**Task directions**
Repeat the data exactly as given below, dropping every picture.

Start of Records for processing

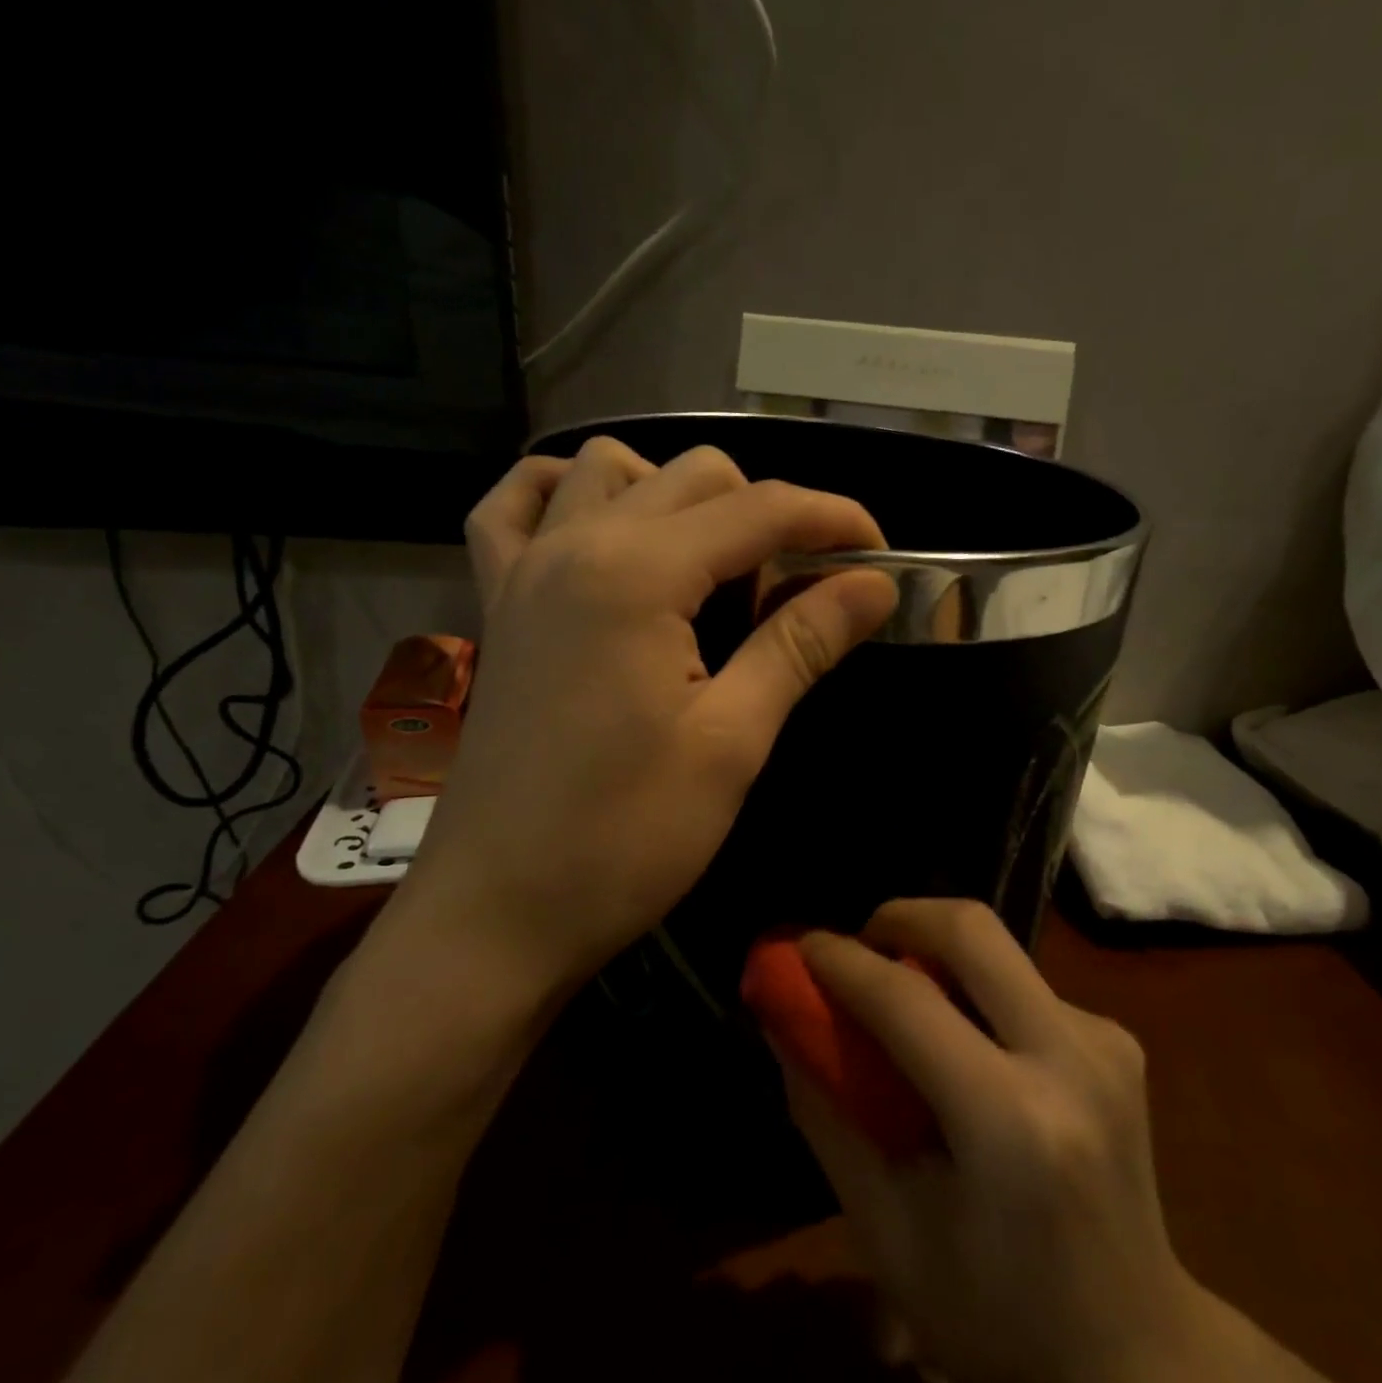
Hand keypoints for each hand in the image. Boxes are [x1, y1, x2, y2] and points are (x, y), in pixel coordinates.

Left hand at [398, 437, 897, 997]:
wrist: (498, 913)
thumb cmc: (625, 837)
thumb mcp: (732, 741)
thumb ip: (800, 643)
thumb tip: (875, 585)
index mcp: (637, 573)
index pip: (761, 509)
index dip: (834, 519)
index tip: (883, 556)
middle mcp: (575, 543)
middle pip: (694, 475)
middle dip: (767, 512)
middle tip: (803, 589)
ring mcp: (524, 568)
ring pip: (610, 470)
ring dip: (676, 496)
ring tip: (712, 566)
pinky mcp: (498, 604)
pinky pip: (516, 507)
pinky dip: (566, 496)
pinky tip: (602, 532)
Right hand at [777, 900, 1195, 1382]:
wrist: (1142, 1357)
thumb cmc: (998, 1318)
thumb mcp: (887, 1235)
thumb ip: (828, 1116)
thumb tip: (786, 1024)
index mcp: (1011, 1121)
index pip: (907, 1000)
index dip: (841, 962)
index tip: (799, 948)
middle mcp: (1070, 1057)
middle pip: (971, 929)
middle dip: (900, 917)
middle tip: (859, 948)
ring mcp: (1105, 1040)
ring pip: (998, 948)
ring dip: (935, 952)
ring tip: (903, 1003)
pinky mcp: (1118, 1038)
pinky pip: (1022, 981)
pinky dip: (975, 989)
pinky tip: (965, 1044)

End of Records for processing

**Output for this task**
Hand keypoints for each hand in the image. Boxes are [x1, y1, x2, y2] and points are (x, y), in pixel coordinates.

Left hand at [398, 437, 897, 997]:
wrist: (498, 913)
thumb cmc: (625, 837)
thumb mcp: (732, 741)
thumb ip: (800, 643)
thumb tip: (875, 585)
index mcp: (637, 573)
index pip: (761, 509)
index dip: (834, 519)
index tip: (883, 556)
middle mcp: (575, 543)
middle pip: (694, 475)
middle dip: (767, 512)
middle tip: (803, 589)
ring mcp: (524, 568)
ring pip: (610, 470)
ring dip: (676, 496)
ring tip: (712, 566)
pinky mcp: (498, 604)
pinky pip: (516, 507)
pinky dip: (566, 496)
pinky tip: (602, 532)
Right hand at [777, 900, 1195, 1382]:
wrist: (1142, 1357)
thumb cmc: (998, 1318)
thumb mcp: (887, 1235)
thumb ip: (828, 1116)
thumb tip: (786, 1024)
index mcp: (1011, 1121)
index pip: (907, 1000)
index dip: (841, 962)
index tip: (799, 948)
middle mcp: (1070, 1057)
middle pip: (971, 929)
middle dip: (900, 917)
middle tip: (859, 948)
ring mcp: (1105, 1040)
ring pip: (998, 948)
ring dip: (935, 952)
ring tip: (903, 1003)
pinky mcp: (1118, 1038)
pinky pip: (1022, 981)
pinky dip: (975, 989)
pinky tip: (965, 1044)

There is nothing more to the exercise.